According to the Tor Project itself, one of the main reasons you should not start installing Adds-on in your Tor-Browser is because you would be breaking the very logic of a system that keeps itself anonymous by the very fact that everyone there was meant to have the very same fingerprint.
No, Tor was not designed to be a criminal’s heaven – and whoever wants to use Tor network for a criminal purpose must face this huge trade off:
One has made oneself a target already. Now, either one accepts the Intelligence Agencies attack on the default-system and trusts the attribution problem created by Tor itself, or one creates a set of specific configurations that are, due to their very manually edited specifications taken out from a criminal forum, able to give an even greater methodology for intelligence to explore.
Let the criminals organize, but do keep track of it: Their specifications are willing to become unique, so unique to be able to say where did one took that from. A matter on how open-source and open-published social engineering is designed.
Despite all that, there are two very particular questions that Tor Project asks its users:
a) Do you really want this graphics?
b) Do you really want more privacy?
And here things become slightly interesting: when we talk about Tor and Dark Web, we talk about a paradigm that is the very opposite from, for example, Mozilla and the Surface Web.
In Mozilla, we are all unique until we install a (trusted please!) Adds-on – mixing ourselves, through them, with other users using the very same functionality.
Are you familiar with this logic? This is one of the very reasons the Tor-Browser is still free and VPNs still need a certain market share to be deemed reliable.
In Tor, we are all equal – until we make ourselves unique through either a specific Adds-on or (also!) a specific configuration. And, in the criminal side of the Dark Web (all Tor is Dark, even though not every darkness is criminal), the SOC Teams have controlled the threats in a highly customized way and which shall meet criminal’s own necessities.
According to Tor Project, even though all Adds-on compatible with Mozilla Firefox shall also be compatible with the Tor Browser, installing any additional Adds-on while surfing on Tor is not recommended.
a) There is no one officially checking those – so to be able to guarantee that, indeed, the Adds-on in case is not a keylogger. As someone comments in a cybersecurity forum, “if an extension has permission to read everything in a page, that can include anything entered into the page”. Your trust on the adds-on is the only thing that makes it differently from a keylogger.
For sure: How can any Adds-on block or perform anything if it does not know where (the remote server problem) the command shall be sent to? The issue here is no different from the so-called VPN logs.

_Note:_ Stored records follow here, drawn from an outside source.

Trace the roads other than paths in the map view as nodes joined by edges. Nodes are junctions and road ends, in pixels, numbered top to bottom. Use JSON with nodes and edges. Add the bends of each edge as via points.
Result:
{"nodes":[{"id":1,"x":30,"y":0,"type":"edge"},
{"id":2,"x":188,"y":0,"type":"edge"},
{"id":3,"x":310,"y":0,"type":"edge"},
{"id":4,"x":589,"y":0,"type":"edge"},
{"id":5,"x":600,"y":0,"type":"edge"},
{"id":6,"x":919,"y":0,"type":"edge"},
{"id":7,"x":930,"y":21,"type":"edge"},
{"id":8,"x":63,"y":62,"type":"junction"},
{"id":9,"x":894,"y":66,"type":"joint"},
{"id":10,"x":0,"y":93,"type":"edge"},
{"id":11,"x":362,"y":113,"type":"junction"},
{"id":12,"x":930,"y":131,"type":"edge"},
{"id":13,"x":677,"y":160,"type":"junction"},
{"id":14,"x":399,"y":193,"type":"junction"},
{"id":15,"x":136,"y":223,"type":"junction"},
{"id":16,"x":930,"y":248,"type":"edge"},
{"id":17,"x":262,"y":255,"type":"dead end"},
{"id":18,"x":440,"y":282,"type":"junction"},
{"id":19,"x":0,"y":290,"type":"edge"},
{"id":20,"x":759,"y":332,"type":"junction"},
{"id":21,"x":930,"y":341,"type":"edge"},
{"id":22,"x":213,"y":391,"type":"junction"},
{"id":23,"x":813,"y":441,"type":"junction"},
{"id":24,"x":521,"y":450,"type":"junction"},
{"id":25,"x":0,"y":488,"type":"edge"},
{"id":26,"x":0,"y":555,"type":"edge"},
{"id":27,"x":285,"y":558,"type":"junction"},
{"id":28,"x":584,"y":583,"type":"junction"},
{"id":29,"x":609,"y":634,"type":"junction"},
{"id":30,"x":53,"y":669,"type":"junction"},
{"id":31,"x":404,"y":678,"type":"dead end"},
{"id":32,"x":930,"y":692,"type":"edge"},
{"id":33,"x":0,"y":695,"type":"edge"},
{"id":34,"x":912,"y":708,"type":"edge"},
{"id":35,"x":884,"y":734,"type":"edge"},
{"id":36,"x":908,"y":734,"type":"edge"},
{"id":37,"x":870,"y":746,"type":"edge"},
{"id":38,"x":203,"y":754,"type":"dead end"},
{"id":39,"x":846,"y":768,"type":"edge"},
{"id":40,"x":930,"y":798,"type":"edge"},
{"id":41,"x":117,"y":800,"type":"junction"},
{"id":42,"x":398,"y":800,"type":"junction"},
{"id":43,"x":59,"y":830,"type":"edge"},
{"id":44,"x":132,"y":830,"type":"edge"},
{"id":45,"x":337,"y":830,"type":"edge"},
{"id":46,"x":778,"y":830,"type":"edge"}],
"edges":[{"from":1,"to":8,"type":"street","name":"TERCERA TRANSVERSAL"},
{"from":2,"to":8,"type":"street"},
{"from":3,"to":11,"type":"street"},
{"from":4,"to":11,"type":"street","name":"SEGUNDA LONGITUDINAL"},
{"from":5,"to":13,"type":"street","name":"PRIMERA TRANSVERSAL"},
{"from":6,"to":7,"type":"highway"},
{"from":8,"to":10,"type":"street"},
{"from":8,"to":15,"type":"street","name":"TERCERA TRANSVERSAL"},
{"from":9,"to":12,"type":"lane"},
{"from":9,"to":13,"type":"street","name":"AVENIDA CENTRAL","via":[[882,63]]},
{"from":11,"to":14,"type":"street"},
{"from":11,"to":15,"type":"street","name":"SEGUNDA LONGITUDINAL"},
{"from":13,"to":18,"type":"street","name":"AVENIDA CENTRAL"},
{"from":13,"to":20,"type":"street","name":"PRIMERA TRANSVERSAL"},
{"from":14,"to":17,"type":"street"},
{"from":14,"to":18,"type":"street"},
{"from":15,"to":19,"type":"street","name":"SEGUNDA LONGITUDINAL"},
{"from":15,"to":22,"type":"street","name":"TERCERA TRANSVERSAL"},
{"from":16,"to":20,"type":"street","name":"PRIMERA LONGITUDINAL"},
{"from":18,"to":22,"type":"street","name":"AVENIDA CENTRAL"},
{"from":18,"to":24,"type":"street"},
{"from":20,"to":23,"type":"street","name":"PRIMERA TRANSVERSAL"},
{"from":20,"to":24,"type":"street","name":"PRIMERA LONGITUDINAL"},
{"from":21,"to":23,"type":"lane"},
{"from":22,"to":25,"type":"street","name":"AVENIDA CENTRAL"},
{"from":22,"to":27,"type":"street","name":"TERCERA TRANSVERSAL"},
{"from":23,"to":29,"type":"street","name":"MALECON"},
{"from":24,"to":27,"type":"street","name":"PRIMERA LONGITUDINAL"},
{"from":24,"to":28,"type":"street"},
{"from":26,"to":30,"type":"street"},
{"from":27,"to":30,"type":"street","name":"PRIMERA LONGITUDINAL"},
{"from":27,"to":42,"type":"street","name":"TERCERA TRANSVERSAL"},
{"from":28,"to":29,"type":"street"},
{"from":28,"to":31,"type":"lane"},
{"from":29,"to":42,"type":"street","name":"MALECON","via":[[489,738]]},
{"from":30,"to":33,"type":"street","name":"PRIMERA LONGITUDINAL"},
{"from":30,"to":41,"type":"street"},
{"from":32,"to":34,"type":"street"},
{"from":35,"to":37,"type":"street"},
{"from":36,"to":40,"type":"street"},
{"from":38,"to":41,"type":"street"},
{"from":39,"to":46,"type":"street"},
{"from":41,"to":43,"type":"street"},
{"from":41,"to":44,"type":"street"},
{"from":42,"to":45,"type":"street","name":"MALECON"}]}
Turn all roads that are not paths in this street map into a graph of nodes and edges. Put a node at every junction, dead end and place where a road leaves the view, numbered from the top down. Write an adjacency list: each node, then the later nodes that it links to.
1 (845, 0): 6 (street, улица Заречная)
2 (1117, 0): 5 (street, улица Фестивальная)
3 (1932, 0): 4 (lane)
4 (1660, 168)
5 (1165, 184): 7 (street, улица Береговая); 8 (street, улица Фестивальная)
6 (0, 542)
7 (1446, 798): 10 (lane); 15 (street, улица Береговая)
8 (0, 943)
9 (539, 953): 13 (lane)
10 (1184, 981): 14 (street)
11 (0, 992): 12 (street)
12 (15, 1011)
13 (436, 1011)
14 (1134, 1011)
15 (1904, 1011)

And here comes the complex computer architecture:
How do Adds-On interact with each other is the first question one should ask, so to be able to find out how your command line is solving (who knows if not by a simple matter of timelines) contradictory instructions.
Considering that, Adds-On may be the most handy solutions, but not necessarily the most privacy protective one. Why installing a Tor Adds-on when you could simply and more privately handle a Tor Proxy, for example? Thinking deeper about it but, you are also doing something similar when you allow your Antivirus accessing your disk
According to Tor Project itself, together with the BitTorrent and other peer-to-peer software enabled together with the Tor Browser, Flash Player (yes, the very Flash Player involved in the Cookies polemic) is another way to compromise your privacy on Tor. As BitTorrent, Flash Players also starts a parallel connection in order to operate – a connection that may, indeed, expose your IP address.
Do not forget that behind Tor there is still a Mozilla and that beyond Tor it is still your own computer with your own exposed IP address – things that are commonly mentioned as “Tor’s failures”.
So dangerous is the Flash Player that Tor Project has decided to disable it by default, even though letting you still enable it if you want to, if your privacy knowledge is poor enough to do that or if the social engineering campaign is good enough to convince you to do that.
a) Why criminals working with video files (such as the Child Sexual Abuse Materials – CSAM ones) actually work with the download of CSAM files – and against their own forensic interest.
The Flash-Player IP case might justify why, for example, some very particular kind of criminals manage the Flash-Player by running it locally, rather than simply abandoning it.
Curiously enough, there is another TCP/UDP discussion that Dark Web criminals will start to try to convince each other why they should be involved in any illegal Live-Streaming.
b) Why YouTube does not play in your Tor Browser – making it another very interesting point for a targeted social engineering
c) Why despite hosting one of the most intelligent IT people of this world, the Dark Web is still a place with a very poor graphics
The Tor case is one of those very curious cases that hold the citizen’s eye open almost with a toothpick. Neither Tor nor Tails are magic: And both of them are not responsible for the fact that you do not read ActionScript nor are able to clearly understand how a Browser interacts with an Operating System.
Think about it.